Starting with the opening line of the entries below, transcribe each line exactly up to and including the one that has "thumb tip: (898, 933)"; pictures are not copied.
───── Data section
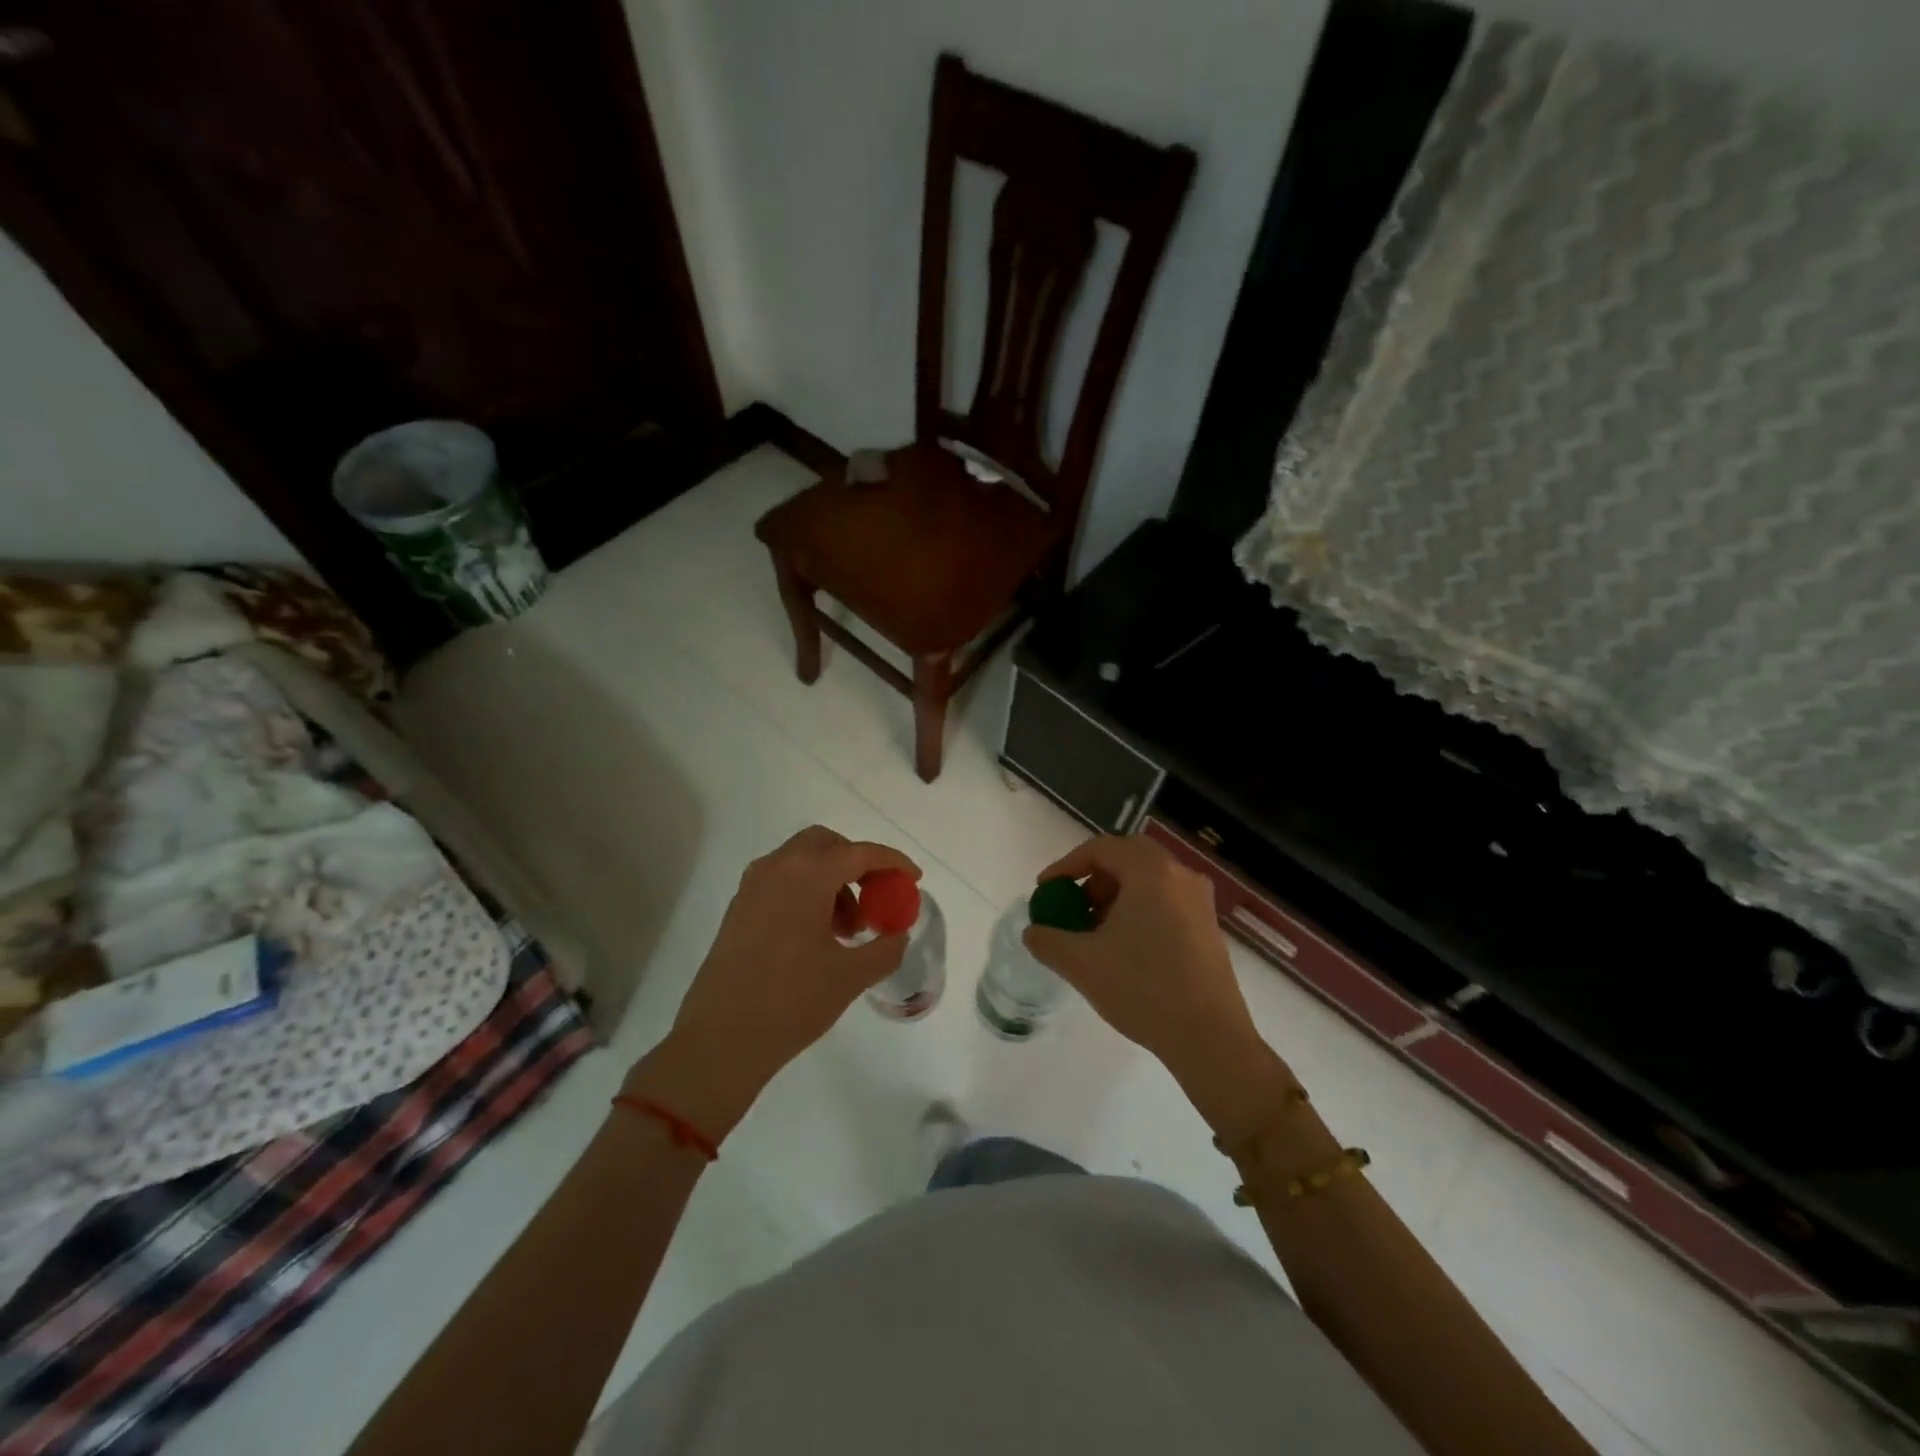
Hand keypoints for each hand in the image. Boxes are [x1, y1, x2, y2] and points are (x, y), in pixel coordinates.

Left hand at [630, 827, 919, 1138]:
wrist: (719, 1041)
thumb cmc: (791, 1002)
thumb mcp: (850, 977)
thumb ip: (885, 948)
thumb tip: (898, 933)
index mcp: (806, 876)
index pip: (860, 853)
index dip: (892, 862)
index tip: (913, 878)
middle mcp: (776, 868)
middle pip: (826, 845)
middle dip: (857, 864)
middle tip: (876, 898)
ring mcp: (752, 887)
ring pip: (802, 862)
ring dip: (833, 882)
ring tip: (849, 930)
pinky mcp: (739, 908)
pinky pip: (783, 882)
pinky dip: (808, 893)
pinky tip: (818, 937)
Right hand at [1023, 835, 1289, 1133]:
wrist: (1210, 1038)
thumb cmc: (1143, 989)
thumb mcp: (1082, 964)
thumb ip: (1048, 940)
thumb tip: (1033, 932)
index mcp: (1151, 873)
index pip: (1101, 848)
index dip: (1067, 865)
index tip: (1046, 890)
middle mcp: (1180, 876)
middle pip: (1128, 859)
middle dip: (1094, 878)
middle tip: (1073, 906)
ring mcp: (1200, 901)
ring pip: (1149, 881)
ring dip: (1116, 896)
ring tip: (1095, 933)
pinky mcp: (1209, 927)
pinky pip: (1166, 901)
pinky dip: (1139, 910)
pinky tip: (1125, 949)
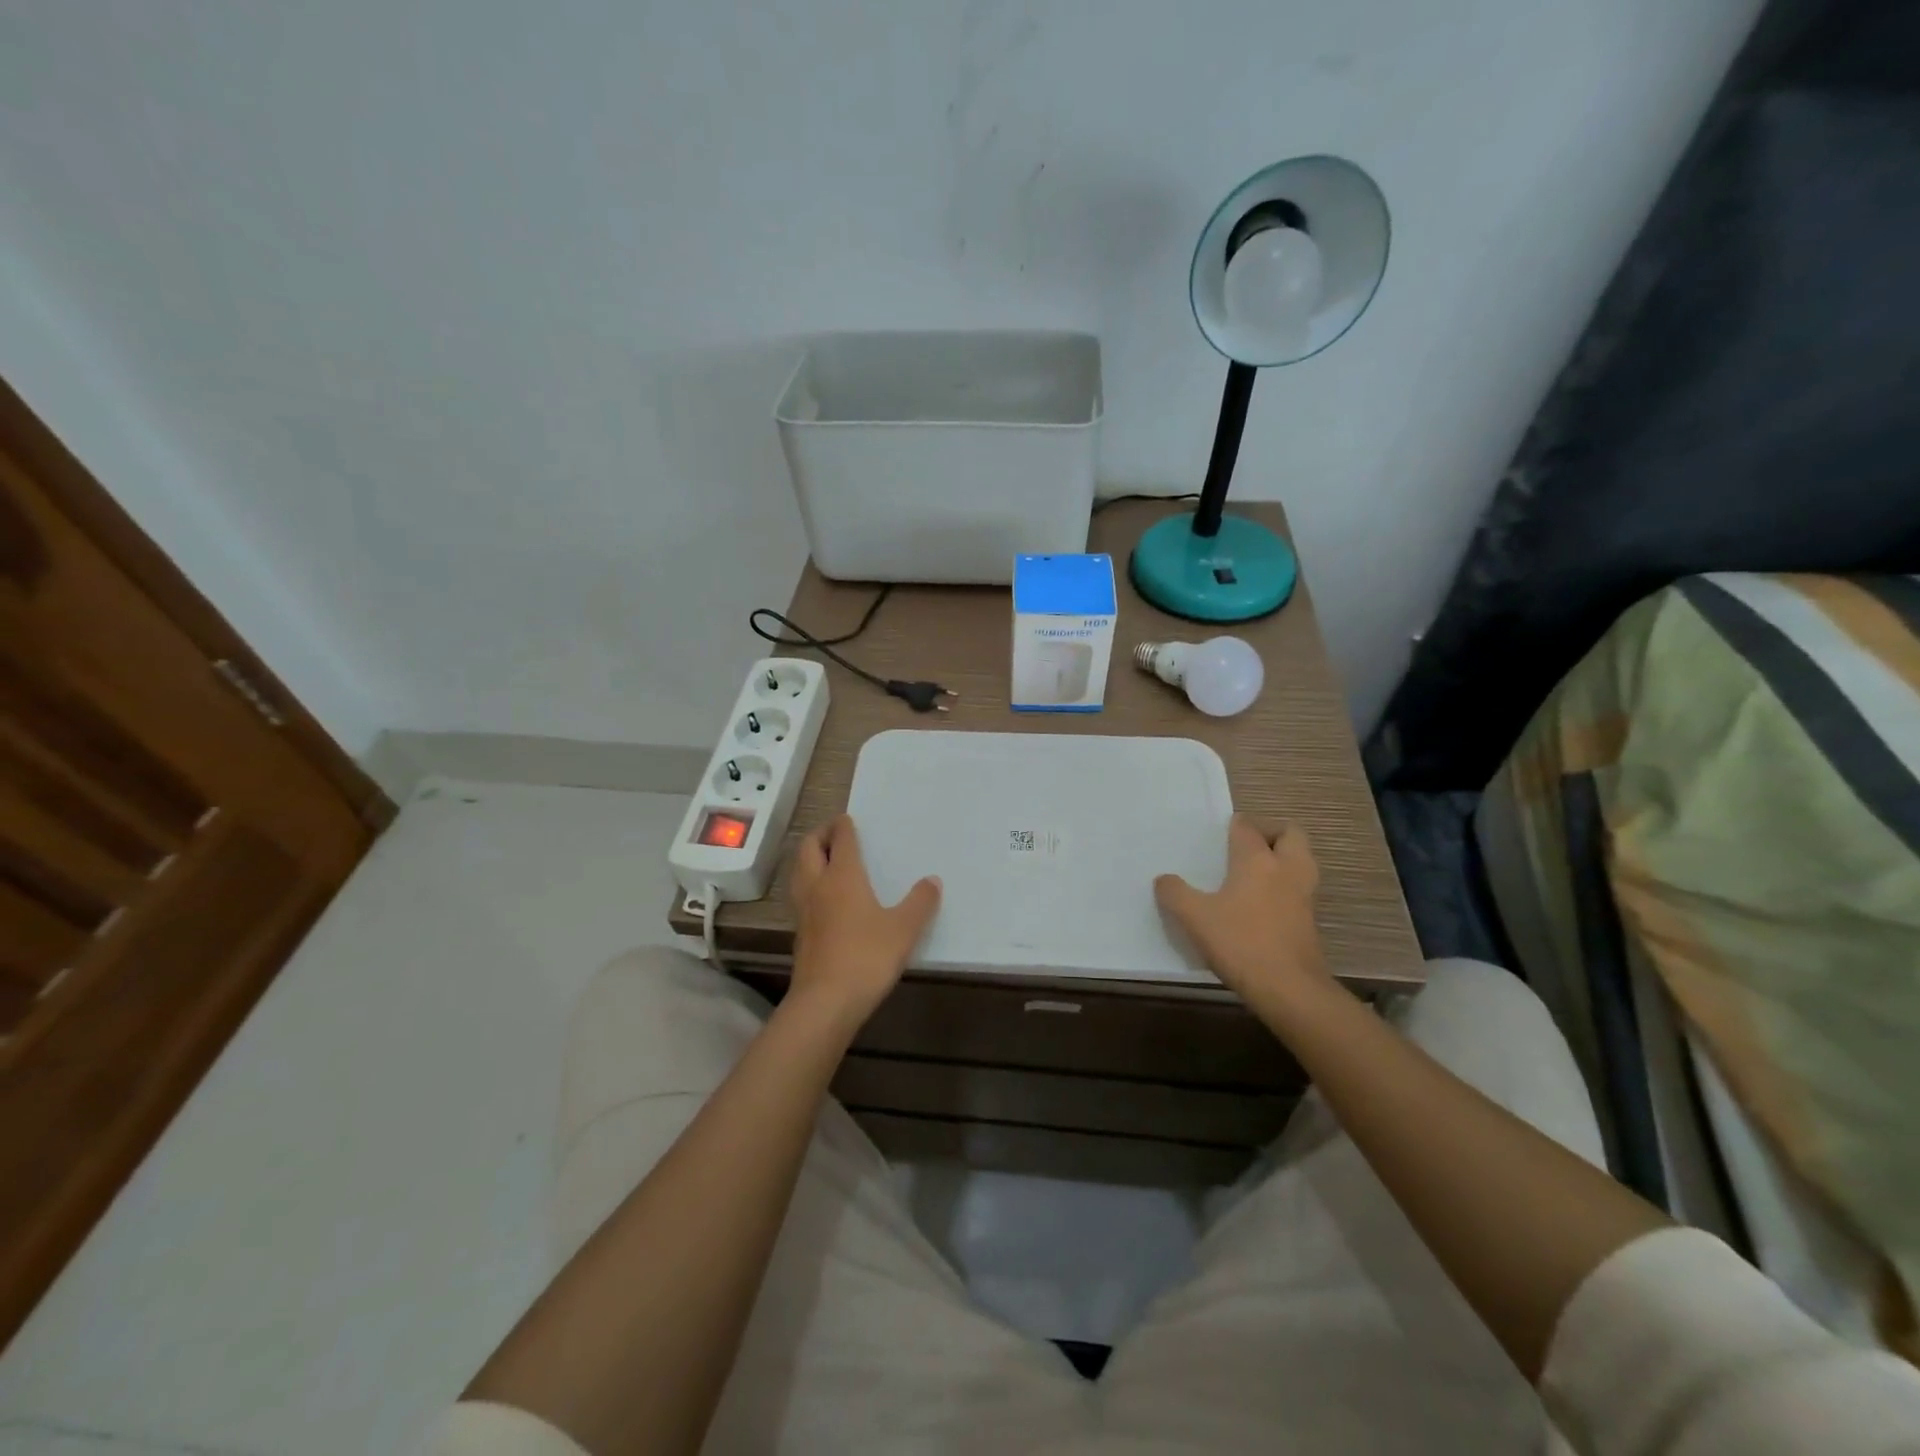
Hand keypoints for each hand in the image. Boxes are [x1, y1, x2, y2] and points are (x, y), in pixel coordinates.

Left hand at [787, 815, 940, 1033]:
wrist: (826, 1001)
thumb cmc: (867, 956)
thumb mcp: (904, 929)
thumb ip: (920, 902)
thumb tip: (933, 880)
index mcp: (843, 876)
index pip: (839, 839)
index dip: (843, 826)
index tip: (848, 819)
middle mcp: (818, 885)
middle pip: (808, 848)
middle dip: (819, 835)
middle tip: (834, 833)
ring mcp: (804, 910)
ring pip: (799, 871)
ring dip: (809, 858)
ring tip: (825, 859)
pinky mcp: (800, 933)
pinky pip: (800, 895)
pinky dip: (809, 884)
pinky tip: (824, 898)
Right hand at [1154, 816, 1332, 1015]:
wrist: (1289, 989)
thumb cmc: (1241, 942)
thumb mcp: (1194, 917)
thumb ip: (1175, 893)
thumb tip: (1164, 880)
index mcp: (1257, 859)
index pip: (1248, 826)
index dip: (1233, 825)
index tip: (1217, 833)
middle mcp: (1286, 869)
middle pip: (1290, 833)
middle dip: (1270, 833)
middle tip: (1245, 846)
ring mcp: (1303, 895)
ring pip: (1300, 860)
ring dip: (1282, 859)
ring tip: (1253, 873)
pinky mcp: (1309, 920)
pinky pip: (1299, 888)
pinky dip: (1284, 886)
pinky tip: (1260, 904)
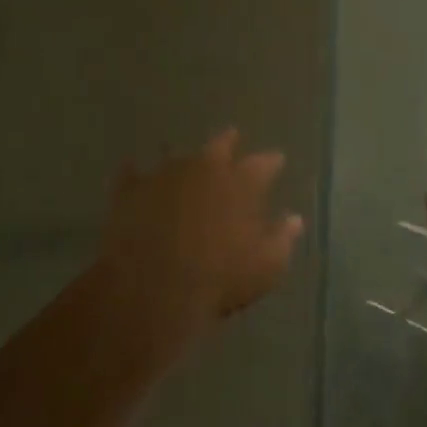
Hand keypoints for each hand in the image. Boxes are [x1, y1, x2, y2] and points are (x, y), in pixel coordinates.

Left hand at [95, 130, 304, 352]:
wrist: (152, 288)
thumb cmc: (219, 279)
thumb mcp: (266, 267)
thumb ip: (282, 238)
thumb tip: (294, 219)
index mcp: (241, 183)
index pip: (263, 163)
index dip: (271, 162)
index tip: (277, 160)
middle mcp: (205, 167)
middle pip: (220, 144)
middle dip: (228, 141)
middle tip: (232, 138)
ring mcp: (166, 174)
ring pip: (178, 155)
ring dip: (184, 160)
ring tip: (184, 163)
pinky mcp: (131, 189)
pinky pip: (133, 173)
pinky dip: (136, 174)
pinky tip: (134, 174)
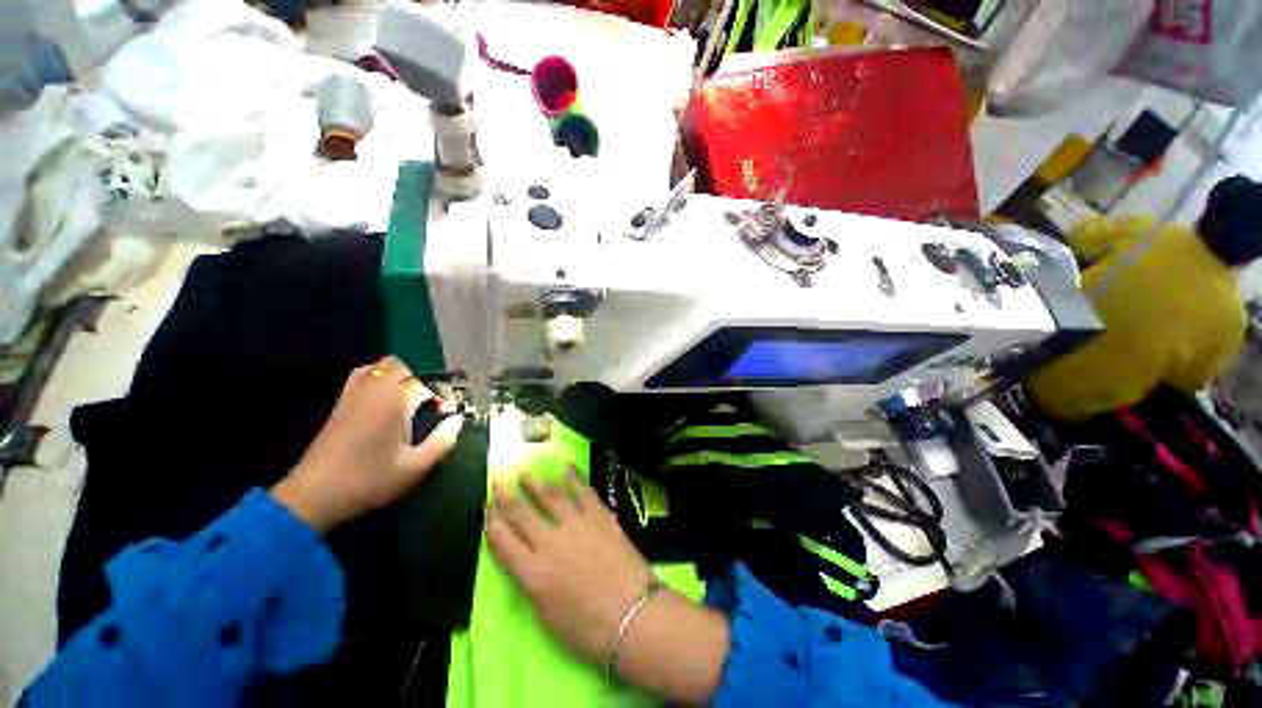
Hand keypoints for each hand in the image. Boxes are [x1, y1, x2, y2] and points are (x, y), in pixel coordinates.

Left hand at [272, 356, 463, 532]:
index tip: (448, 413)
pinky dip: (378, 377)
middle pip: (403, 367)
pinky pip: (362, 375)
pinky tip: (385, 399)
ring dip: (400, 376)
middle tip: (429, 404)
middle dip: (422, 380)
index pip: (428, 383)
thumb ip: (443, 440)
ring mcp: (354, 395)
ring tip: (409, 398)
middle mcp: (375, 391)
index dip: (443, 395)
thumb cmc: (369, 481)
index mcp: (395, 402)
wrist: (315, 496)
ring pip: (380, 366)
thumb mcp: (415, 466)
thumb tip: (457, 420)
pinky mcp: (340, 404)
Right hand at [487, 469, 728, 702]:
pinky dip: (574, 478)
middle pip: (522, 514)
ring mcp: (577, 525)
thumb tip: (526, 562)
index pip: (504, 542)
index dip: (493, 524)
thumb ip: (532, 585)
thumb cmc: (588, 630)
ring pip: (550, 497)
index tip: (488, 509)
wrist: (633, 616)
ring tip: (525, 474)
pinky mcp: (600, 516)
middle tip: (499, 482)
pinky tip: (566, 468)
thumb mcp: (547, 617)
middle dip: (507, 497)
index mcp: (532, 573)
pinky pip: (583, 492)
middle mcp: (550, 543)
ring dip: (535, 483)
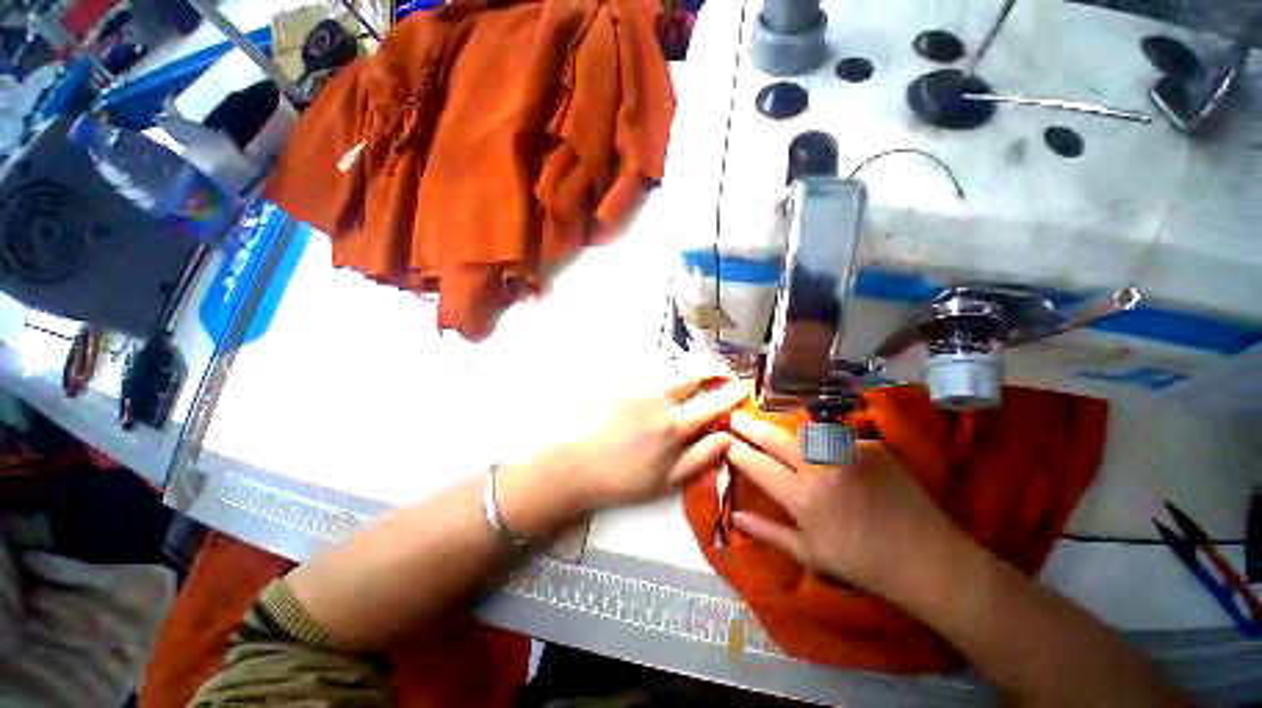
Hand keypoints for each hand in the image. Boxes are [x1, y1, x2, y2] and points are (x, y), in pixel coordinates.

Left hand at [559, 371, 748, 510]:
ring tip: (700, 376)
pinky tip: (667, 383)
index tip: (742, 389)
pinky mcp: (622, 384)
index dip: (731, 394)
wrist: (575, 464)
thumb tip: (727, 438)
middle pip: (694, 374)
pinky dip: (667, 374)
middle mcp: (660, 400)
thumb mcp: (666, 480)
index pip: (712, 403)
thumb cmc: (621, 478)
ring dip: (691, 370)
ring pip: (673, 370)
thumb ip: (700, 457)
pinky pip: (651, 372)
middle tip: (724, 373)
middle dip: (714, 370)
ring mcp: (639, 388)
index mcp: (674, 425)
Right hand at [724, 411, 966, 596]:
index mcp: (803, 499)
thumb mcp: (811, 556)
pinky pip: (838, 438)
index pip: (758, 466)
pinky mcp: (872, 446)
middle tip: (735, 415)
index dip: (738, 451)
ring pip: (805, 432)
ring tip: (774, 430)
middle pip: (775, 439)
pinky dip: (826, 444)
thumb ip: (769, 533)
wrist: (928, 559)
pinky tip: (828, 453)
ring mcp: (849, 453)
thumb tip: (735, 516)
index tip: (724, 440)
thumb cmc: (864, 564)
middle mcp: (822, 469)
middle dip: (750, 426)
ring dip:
──────────
### Your response
Hand keypoints for each hand in the image. Boxes are [x1, y1, x2, y2] and points are (x, y), in pixel coordinates.

Left hand at [630, 827, 919, 1138]:
wrist: (719, 1041)
thumb cmc: (791, 1002)
thumb mcp: (850, 977)
thumb ip: (885, 948)
thumb tip: (898, 933)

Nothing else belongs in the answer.